Para pekerja migran itu tak bisa pulang ke Indonesia karena dinyatakan positif Covid-19, namun mereka juga tak bisa memperpanjang visa bekerjanya.
Alhasil, mereka kini dalam kondisi telantar.
Tak lagi 'diurus' oleh majikannya, namun mereka juga tak bisa melakukan isolasi mandiri (isoman) di fasilitas isolasi terpusat milik pemerintah karena penuh.
Hong Kong kini memang tengah 'dihajar' gelombang kelima Covid-19 dan galur Omicron.
Dikutip dari laman VOA News edisi Sabtu (19/2/2022), pada Kamis 17 Februari 2022 lalu kasus harian Covid-19 di Hong Kong mencapai rekor baru yakni 6.116.
Sedangkan kasus harian pada Sabtu lalu mencapai 6.063 dan 18 pasien meninggal dunia.
Baca juga: PRT Indonesia di Hong Kong Ditelantarkan Majikan Karena Positif Covid-19, Ini Upaya Pemerintah
Lonjakan kasus itu membuat fasilitas isolasi terpusat milik pemerintah Hong Kong menjadi penuh.
Maka, para pekerja migran itu terpaksa melakukan isoman di dalam tenda, dan bahkan ada yang tidur mengemper di taman.
Laman Hongkong FP mengabadikan momen sejumlah taman di Hong Kong dipenuhi tenda yang diisi pekerja migran.
Para pekerja migran itu tak hanya berasal dari Indonesia, tapi juga dari Filipina dan beberapa negara lainnya.
Seorang pekerja migran asal Indonesia berinisial SY mengaku mengalami “intimidasi verbal” dari majikan setelah dia dinyatakan positif Covid-19.

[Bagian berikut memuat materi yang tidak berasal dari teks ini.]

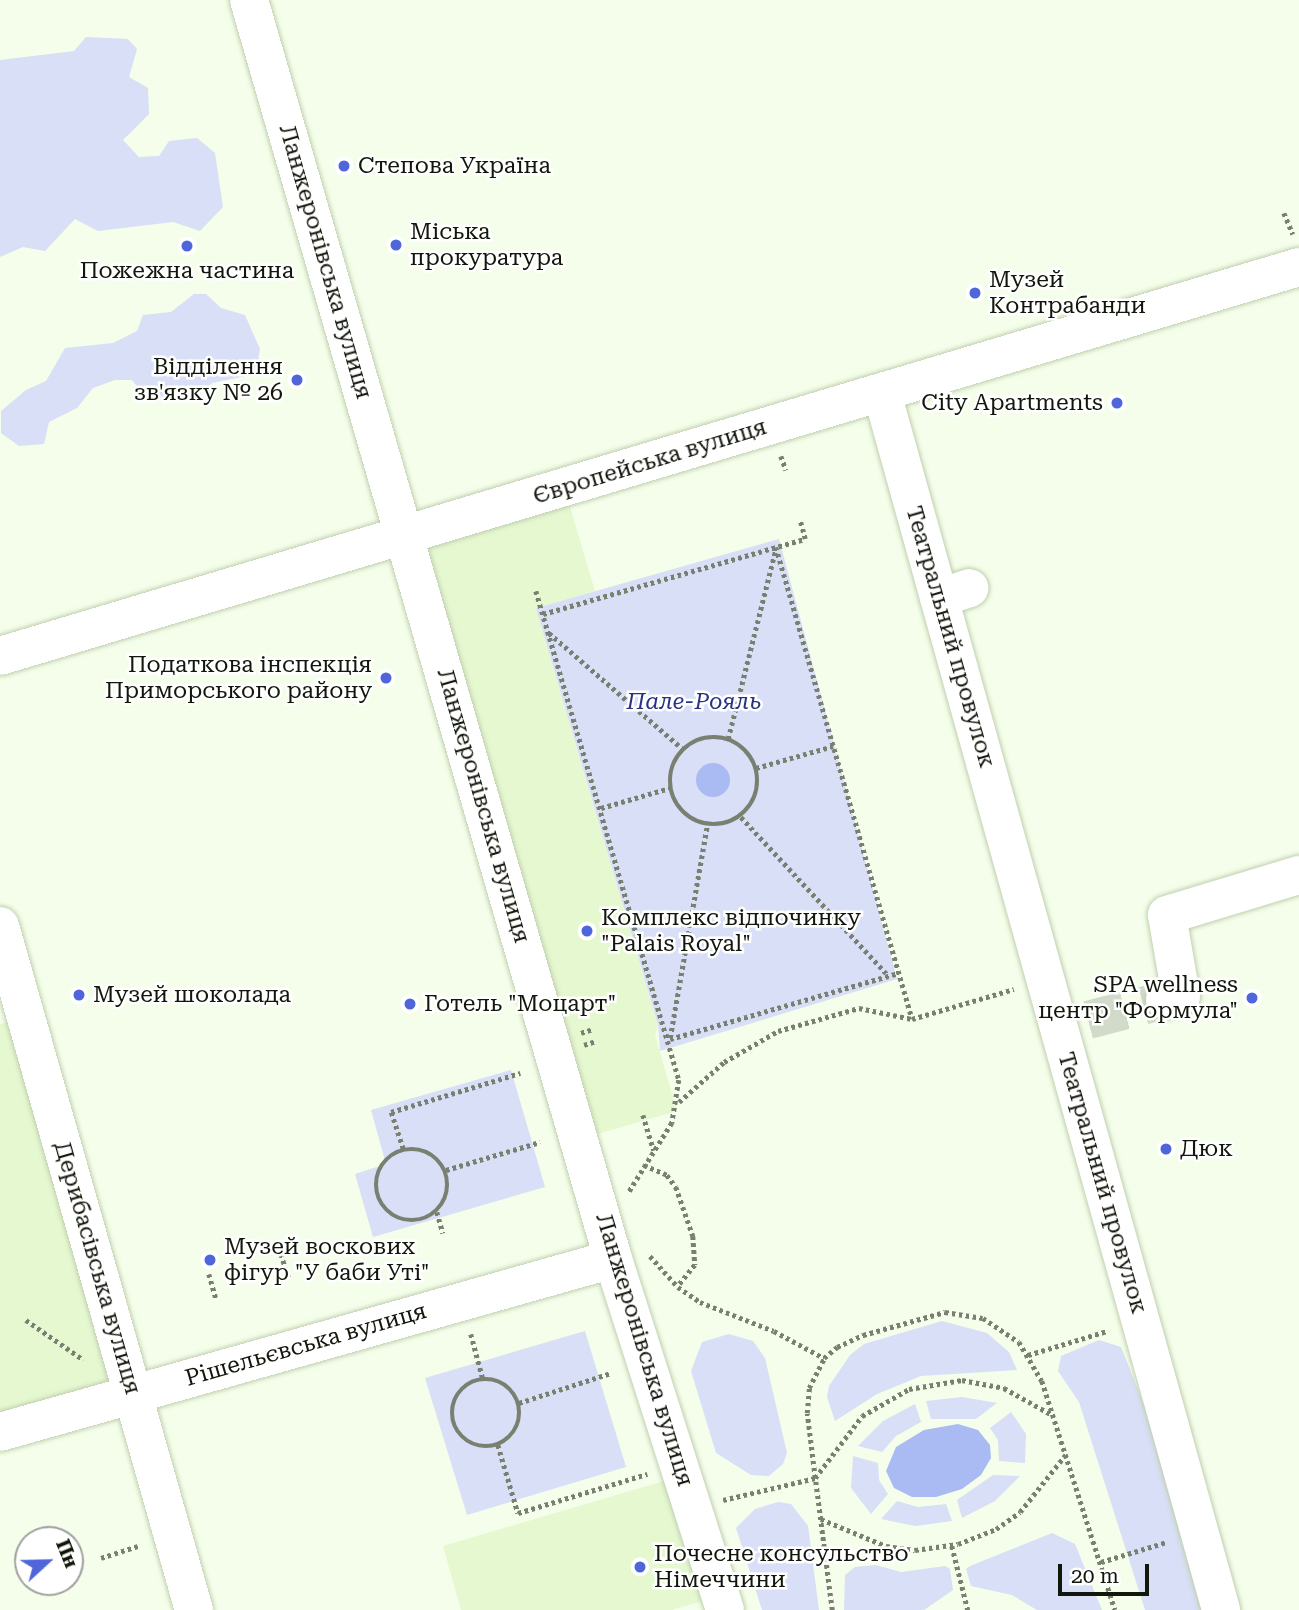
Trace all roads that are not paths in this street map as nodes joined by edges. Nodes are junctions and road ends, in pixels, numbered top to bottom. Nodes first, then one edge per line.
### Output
1 (249, 0) edge
2 (1297, 254) edge
3 (881, 393) junction
4 (404, 534) junction
5 (0, 656) edge
6 (1299, 875) edge
7 (0, 926) edge
8 (1165, 1000) dead end
9 (628, 1254) junction
10 (133, 1394) junction
11 (0, 1432) edge
12 (194, 1610) edge
13 (725, 1610) edge
14 (1222, 1610) edge

1 - 4 street, Ланжеронівська вулиця
2 - 3 street, Європейська вулиця
3 - 4 street, Європейська вулиця
3 - 14 street, Театральний провулок
4 - 5 street, Європейська вулиця
4 - 9 street, Ланжеронівська вулиця
6 - 8 street
7 - 10 street, Дерибасівська вулиця
9 - 10 street, Рішельєвська вулиця
9 - 13 street, Ланжеронівська вулиця
10 - 11 street, Рішельєвська вулиця
10 - 12 street, Дерибасівська вулиця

Baca juga: Pekerja Rumah Tangga Asal Indonesia di Hong Kong Ditelantarkan karena Positif Covid-19
"Saya dituduh menulari nenek di keluarga itu, tanpa memikirkan kenapa saya bisa sampai tertular," kata wanita yang telah bekerja di Hong Kong selama 12 tahun itu.